# [Dataset entries]
━━━━━━

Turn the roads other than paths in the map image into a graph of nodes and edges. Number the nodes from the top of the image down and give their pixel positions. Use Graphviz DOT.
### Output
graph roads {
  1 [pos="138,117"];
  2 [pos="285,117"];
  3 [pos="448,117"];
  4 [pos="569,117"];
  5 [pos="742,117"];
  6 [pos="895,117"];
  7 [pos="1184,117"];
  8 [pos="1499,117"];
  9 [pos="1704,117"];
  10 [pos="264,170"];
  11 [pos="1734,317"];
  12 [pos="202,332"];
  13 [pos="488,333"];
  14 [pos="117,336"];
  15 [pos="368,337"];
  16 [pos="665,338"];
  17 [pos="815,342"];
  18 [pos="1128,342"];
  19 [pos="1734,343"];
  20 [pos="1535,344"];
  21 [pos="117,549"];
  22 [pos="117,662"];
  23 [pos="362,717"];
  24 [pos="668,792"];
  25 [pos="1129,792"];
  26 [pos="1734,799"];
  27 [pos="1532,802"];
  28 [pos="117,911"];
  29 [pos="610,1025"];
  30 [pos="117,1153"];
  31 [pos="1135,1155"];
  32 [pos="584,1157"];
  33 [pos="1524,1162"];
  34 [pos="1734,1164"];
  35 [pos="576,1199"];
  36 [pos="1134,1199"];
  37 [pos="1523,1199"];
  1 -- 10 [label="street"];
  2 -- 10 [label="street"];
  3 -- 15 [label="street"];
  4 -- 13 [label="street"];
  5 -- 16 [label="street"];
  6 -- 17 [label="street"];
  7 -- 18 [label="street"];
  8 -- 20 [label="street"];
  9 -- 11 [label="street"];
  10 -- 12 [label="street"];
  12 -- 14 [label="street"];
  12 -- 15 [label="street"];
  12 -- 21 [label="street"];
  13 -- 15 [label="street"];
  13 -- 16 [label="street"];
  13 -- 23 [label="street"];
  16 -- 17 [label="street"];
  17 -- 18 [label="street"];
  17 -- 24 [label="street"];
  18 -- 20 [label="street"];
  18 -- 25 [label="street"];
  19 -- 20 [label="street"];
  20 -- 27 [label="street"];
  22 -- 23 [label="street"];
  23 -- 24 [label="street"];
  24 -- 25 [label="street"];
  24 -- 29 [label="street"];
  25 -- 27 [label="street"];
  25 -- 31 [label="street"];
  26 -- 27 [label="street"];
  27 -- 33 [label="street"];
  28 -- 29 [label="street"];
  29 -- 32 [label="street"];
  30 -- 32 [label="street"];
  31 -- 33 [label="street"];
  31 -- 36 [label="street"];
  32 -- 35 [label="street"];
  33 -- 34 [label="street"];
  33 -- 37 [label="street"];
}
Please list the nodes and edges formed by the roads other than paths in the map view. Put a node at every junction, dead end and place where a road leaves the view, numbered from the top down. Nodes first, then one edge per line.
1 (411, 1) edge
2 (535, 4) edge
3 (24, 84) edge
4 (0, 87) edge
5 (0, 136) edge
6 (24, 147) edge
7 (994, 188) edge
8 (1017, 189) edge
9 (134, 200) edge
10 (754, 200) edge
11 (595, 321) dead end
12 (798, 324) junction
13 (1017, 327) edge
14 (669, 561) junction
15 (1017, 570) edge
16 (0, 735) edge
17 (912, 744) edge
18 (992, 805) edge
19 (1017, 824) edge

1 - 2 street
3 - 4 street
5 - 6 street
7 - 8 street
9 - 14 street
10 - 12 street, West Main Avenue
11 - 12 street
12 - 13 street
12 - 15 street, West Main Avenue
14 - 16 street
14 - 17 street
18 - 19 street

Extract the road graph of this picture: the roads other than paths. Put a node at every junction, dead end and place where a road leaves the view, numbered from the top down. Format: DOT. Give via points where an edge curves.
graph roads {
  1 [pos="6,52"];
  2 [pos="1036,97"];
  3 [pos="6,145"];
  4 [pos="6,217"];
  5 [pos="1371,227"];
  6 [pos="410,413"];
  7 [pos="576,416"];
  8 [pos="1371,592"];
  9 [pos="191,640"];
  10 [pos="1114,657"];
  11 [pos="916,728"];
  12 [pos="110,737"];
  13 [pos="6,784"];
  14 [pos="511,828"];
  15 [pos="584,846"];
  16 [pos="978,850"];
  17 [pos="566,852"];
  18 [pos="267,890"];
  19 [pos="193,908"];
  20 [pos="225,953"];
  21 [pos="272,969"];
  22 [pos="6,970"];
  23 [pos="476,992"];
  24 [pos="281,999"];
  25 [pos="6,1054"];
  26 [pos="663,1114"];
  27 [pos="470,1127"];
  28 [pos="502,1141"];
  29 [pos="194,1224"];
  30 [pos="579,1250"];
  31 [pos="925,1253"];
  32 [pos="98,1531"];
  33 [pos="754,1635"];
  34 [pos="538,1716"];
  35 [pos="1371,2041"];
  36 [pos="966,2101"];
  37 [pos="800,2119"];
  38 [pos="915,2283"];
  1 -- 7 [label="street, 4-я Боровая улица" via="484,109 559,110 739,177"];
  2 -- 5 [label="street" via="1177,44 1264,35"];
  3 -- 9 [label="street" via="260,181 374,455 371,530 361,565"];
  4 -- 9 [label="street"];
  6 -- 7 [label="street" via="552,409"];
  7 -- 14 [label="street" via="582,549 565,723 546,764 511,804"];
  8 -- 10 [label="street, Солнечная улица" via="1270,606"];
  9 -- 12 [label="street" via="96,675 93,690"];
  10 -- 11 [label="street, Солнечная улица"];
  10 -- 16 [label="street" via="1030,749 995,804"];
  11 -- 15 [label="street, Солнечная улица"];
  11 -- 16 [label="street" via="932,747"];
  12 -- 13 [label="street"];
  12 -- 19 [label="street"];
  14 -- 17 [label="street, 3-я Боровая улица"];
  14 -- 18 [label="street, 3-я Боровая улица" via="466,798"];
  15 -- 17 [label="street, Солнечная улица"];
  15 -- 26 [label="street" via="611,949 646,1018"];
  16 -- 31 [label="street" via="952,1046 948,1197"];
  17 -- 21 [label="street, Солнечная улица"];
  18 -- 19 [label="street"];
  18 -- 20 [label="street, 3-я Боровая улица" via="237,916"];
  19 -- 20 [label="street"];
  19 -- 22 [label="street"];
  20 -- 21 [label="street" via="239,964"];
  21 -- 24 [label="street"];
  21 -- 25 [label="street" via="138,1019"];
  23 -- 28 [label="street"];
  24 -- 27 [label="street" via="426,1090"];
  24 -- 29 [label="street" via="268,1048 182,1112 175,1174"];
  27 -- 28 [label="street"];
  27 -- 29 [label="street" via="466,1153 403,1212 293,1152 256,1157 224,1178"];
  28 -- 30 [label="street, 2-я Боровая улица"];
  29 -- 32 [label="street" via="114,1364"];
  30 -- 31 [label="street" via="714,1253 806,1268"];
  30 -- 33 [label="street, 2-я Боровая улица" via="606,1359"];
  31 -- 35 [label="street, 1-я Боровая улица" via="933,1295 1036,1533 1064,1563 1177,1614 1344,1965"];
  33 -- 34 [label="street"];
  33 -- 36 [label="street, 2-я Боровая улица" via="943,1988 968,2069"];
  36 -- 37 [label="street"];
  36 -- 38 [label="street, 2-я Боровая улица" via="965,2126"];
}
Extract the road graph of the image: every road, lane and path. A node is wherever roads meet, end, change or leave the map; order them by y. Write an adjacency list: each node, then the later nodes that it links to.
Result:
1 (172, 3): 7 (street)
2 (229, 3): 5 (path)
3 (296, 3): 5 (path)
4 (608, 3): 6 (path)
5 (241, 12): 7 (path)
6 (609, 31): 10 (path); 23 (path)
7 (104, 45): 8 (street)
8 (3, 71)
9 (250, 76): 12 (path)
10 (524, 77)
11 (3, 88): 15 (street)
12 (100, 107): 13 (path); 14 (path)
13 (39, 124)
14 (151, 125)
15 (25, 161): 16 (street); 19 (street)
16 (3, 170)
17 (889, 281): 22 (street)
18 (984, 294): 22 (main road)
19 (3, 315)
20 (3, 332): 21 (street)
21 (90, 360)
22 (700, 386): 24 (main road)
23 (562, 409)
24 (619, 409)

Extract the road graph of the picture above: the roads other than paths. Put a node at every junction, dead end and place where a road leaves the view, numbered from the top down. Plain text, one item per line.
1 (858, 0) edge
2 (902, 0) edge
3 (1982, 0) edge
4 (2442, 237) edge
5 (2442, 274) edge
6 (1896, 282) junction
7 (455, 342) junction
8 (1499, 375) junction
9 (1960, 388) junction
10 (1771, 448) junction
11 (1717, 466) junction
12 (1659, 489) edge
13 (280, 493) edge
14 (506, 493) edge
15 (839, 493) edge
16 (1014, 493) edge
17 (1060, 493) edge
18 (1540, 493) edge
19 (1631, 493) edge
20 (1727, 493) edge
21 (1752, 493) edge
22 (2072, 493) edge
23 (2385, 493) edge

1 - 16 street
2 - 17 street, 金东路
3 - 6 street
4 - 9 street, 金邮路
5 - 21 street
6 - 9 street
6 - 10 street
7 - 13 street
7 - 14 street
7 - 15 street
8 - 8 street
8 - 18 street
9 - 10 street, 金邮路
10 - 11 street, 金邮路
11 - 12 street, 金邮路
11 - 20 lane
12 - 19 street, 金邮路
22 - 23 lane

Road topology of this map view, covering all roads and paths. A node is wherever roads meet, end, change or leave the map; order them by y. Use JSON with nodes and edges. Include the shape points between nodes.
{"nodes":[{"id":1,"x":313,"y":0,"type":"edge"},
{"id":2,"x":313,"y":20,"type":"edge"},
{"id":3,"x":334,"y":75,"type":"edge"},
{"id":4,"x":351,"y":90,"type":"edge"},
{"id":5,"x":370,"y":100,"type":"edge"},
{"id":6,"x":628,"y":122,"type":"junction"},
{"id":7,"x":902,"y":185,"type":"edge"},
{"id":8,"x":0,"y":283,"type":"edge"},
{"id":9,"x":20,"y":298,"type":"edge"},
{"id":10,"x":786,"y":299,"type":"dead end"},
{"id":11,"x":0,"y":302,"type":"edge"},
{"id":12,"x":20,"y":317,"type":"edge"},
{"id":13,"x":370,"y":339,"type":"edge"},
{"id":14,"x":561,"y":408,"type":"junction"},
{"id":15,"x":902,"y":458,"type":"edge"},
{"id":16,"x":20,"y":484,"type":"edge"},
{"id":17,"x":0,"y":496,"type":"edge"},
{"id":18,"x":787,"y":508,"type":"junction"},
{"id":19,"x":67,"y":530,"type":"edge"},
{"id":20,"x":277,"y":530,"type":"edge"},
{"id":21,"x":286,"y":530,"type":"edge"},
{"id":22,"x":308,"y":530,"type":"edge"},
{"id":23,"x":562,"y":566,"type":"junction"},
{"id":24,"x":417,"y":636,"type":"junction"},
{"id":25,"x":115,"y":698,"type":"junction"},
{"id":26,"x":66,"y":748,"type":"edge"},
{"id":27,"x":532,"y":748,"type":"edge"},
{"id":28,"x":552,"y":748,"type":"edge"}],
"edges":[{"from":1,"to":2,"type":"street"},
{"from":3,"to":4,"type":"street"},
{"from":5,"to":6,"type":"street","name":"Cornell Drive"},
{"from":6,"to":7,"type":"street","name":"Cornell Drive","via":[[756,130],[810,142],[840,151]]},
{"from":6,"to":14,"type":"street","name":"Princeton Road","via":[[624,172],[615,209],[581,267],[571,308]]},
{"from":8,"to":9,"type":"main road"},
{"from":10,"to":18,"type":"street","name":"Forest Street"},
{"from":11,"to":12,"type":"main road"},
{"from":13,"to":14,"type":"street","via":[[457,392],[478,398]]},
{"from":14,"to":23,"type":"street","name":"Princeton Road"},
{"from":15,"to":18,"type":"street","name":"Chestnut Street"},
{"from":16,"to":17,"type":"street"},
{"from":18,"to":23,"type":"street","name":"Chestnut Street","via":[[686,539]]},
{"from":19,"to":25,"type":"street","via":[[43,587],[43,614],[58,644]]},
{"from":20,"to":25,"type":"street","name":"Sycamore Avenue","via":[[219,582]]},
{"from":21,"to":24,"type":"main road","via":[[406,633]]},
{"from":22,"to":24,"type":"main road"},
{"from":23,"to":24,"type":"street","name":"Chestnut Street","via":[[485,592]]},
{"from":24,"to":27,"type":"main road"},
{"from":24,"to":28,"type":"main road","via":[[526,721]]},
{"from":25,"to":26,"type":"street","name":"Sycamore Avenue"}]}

━━━━━━

Show every line of the data in which the word "Солнечная" appears.

  8 -- 10 [label="street, Солнечная улица" via="1270,606"];
  10 -- 11 [label="street, Солнечная улица"];
  11 -- 15 [label="street, Солнечная улица"];
  15 -- 17 [label="street, Солнечная улица"];
  17 -- 21 [label="street, Солнечная улица"];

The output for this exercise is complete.